The reason there are so many checks if a wild char is encountered is quite simple ... the order may not matter but in some case the order matters.
If as example a prototype property is used runtime to define other prototype methods or properties, this cannot be pushed in the output randomly but at the very beginning, example

// src/function/Wrapper/prototype/behavior.js
WrapperPrototype.behavior = "forEach" in [];

// src/function/Wrapper/prototype/forEach.js
WrapperPrototype.forEach = WrapperPrototype.behavior ?
function (callback) {[].forEach.call(this._list, callback, this)} :
function (callback) { /* a shim for non ES5 compatible browsers */ }
;

Being file 2 strongly dependent on file 1, the list of files could be written as this:

fileList = [
"intro.js", // beginning of the closure
"var.js", // all declared variables
"function/*", // all declared functions
"function/Wrapper/prototype/behavior.js", // precedence
"function/Wrapper/prototype/*", // all methods
"function/query/*", // all public statics
"outro.js" // end of the library
],

When the wild char will be encountered and the behavior passed to the forEach, this will be simply ignored since it has been pushed already in the previous call.
Same concept could happen if a specific file must be parsed runtime at the end:

fileList = [
"function/Wrapper/prototype/behavior.js", // precedence
"function/Wrapper/prototype/*", // all methods
"function/Wrapper/prototype/doStuff.js" // after all
],

I believe these are already edge cases most of the time but at least now we can better understand what the builder will do.

How To Use The Builder

In console, inside the project folder where the builder.js is:

node builder.js

That's pretty much it ... if you try to open dist/myLib.js after above call you will find your beautiful library all in one piece and ready to be minified, debugged, and tested.
If the process does not take long time you may bind the builder to the Constrol+S action with a potential sentinel able to inform you if any problem occurred, as example checking if the output has been polluted with some redundant file logged through the process.

As Summary

All these techniques may be handy for many reasons. First of all it's always good to maintain a structure, rather than a single file with thousands of lines of code, and secondly once we understand how the process work, nothing can stop us to improve, change, make it ad-hoc for anything we may need such regular expressions to strip out some code before the output push or whatever else could come up for some reason at some point.
The minification can be done the way you prefer, as example adding this single line of code at the end of the process assuming you have a jar folder with, as example, google closure compiler.
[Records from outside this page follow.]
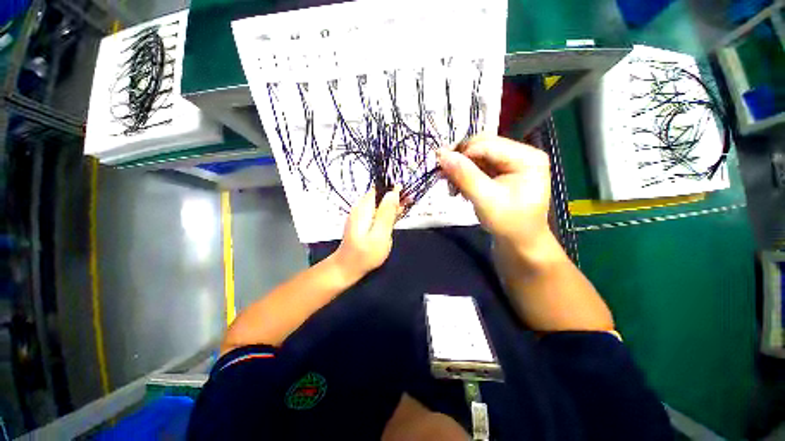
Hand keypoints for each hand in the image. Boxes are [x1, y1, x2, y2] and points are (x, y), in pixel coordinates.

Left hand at [334, 186, 400, 279]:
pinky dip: (387, 214)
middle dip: (395, 197)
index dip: (393, 189)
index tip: (406, 193)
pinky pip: (377, 213)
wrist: (347, 268)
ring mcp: (362, 216)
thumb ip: (387, 214)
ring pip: (380, 205)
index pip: (379, 190)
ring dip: (392, 205)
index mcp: (364, 208)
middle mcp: (361, 208)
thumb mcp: (379, 235)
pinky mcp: (364, 223)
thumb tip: (393, 193)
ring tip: (406, 206)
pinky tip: (396, 215)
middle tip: (409, 201)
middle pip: (380, 197)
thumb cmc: (364, 254)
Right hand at [438, 134, 553, 253]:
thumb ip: (464, 176)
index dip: (462, 154)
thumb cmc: (508, 223)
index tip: (441, 169)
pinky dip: (465, 175)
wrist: (519, 242)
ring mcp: (511, 162)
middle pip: (482, 146)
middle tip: (443, 177)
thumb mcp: (485, 200)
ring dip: (460, 169)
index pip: (487, 145)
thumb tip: (441, 154)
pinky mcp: (502, 171)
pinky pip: (478, 165)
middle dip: (460, 161)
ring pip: (477, 155)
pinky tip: (458, 187)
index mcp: (527, 157)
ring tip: (451, 187)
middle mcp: (521, 153)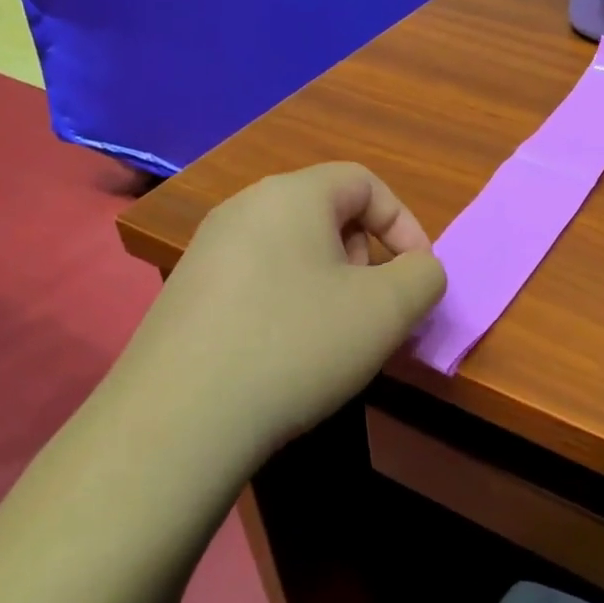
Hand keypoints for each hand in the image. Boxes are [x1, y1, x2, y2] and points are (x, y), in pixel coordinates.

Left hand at [116, 163, 445, 454]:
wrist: (179, 420)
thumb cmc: (296, 345)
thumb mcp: (387, 310)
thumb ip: (424, 276)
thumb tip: (418, 270)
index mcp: (291, 195)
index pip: (365, 182)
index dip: (404, 224)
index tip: (418, 277)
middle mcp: (243, 209)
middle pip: (327, 214)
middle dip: (367, 256)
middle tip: (374, 308)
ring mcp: (207, 251)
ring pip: (293, 250)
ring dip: (331, 284)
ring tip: (335, 336)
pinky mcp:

require('child_process').exec(
['java -jar "',
__dirname + "/jar/compiler.jar",
'" --compilation_level=SIMPLE_OPTIMIZATIONS --language_in ECMASCRIPT5_STRICT --js "',
__dirname + "/dist/" + scriptName + ".js",
'" --js_output_file "',
__dirname + "/dist/" + scriptName + ".min.js",
'"'].join(""),
function (error, stdout, stderr) {
if (error) console.log(stderr);
}
);

Enjoy your new builder :)

18 comments:

DBJDBJ said...

why not just bounding oneself to the WIN desktop and use the HTA ?

Proper javascript, HTML UI, drag and drop, visual builder, WSH, WMI, anything ... WIN is the limit...

kekscom said...

Hey, two minor notes:
the 'build' folder is always a bit confusing with 'builder'. 'dist' has done a good job for me.
Another one is the requirement for doing a build instead of just F5.
Add on the fly combining and get extra sparkles :-)

Andrea Giammarchi said...

dist is a good idea ... specially for the tab in console

on the fly combining may not be a good idea, Control+S bound to the build IS better, imo

I will write an on the fly combiner in any case but again, once you get use to build before testing, the problem does NOT exist

Andrea Giammarchi said...

dbj win has node support too ... where is the limit?

Andrea Giammarchi said...

P.S. on the fly compiler does not let you minify on the fly the code ... still not sure we really need it, a build takes a second and provides already visual feedbacks in console if something goes wrong

Andrea Giammarchi said...

P.S.2 also the on the fly compiler cannot benefit the wild char ... just build the bloody script and get use to this process ;-)

Andrea Giammarchi said...

last, but not least, as I have said there are tons of solutions ... to me, this is the simplest and also the easiest to customize and has no sides effects: I change code, I build, I test

Associated with the build there could be tests, and everything else ... this is the way I code, F5 never gave me such "WOW" or "COOL" feeling, just don't care about an extra steps that could automate A LOT for what I need ( e.g. runtime minification AND runtime tests for both console or web )

kekscom said...

I wouldn't expect a full unit tested + minified build by just hitting F5. It's just the quick check thing.
I care for the extra second during fine tuning and I apreciate a full build from time to time.

Andrea Giammarchi said...

this works with server side JS code too, something that has nothing to do with F5

If you have tests in places those tests would tell you if it's ok or not, at least if you follow TDD

if you don't, once again, you can add a "open webpage.html" at the end of the process so that rather than look and click for F5 you simply build and see the result.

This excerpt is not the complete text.